When heading out; shoes, hat, coat, diaper bag, extra everything, super duper safe car seat…check! We had it all. Always made sure to check my mirrors, drive the speed limit, turned the cell phone off, etc. There was no way I was going to let anything hurt my baby! So, does this mean that I love the second child less? I’m beginning to think so.

Fast Forward five years later and The Girl, our second (and last!), is now two. Love her to pieces, would step in front of a moving bus for her; but, I’m pretty sure I’ve NEVER washed her toys! There are almost no safeguards around the house; outlets are exposed here and there, corner pads are long gone, the only remnants of the once safest place on earth are a gate at the top of our stairs.
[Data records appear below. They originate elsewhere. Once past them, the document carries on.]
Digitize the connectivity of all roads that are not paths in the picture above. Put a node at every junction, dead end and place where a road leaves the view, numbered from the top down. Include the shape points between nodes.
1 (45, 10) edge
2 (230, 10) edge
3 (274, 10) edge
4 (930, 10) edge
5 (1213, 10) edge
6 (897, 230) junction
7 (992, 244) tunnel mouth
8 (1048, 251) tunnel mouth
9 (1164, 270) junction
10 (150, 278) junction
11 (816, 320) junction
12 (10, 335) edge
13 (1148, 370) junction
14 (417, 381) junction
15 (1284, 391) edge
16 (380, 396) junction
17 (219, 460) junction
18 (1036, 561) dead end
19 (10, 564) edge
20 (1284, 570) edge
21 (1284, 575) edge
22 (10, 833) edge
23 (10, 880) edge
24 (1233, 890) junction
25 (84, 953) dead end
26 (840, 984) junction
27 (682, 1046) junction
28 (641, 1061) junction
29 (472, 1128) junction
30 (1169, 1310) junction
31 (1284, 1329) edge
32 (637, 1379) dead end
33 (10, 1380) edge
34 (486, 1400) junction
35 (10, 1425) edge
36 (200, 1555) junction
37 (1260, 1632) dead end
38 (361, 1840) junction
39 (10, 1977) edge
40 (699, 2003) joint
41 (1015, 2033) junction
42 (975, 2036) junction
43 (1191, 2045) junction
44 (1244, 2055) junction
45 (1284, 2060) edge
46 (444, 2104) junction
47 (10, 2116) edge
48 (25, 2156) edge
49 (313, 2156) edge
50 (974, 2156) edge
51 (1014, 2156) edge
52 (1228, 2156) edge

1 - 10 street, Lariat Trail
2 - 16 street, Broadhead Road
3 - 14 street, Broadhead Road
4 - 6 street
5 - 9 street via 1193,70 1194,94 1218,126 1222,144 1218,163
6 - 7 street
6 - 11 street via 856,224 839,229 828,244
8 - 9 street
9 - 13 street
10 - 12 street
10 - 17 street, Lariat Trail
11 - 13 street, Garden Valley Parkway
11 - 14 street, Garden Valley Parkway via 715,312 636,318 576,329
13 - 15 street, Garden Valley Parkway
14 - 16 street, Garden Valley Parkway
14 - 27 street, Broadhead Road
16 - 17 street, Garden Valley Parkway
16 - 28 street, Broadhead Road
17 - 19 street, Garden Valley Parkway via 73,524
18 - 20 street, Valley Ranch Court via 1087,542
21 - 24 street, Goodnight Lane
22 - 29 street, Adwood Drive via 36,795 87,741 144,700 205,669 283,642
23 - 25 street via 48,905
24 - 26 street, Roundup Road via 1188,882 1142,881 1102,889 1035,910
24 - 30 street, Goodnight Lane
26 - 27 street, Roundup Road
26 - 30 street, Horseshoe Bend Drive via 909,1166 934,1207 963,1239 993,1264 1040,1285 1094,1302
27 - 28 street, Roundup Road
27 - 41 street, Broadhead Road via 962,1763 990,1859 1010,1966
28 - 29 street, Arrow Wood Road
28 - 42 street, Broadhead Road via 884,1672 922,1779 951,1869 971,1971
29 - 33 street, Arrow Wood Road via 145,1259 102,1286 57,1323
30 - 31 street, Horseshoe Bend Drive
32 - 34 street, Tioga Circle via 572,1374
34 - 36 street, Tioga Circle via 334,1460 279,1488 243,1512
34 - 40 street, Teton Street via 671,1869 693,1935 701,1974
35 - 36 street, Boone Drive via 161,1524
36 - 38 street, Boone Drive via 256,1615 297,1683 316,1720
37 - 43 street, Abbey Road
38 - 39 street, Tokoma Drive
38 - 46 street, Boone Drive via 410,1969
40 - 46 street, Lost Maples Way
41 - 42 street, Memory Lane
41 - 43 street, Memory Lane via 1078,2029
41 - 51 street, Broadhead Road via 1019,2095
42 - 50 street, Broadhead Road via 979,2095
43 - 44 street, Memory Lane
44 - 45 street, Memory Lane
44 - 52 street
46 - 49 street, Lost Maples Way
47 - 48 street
She constantly has some form of stickiness around her mouth from whatever lollipop she has just eaten, or from the syrup at breakfast. I am constantly banging her head on the car door frame on the way into the car seat…and am pretty sure there is permanent damage going on as her ABC’s go like this, “A..B..1…7…E and 4.” (I just keep petting her hair and telling her she’s pretty.) There are days when she goes out in PJ’s and slippers, and I have no diaper bag, or diapers! The other day, she rode home on the floor of the car because she pooped and wouldn’t sit back down; and, of course, I had no diapers. If that would’ve been The First child, I would’ve never left the house without the arsenal of baby products. And if I had, I would’ve fashioned a diaper from the shirt off my back.

What changed?

Did we get lazier as the second child got older, or just practical? I say, a little of both. I know now that some germs are good, a child must be encouraged to explore their surroundings, including exposed outlets, and when do we really utilize the whole alphabet? The Girl is doing just fine; not, “I’m going to be a rocket scientist fine”, but fine nonetheless.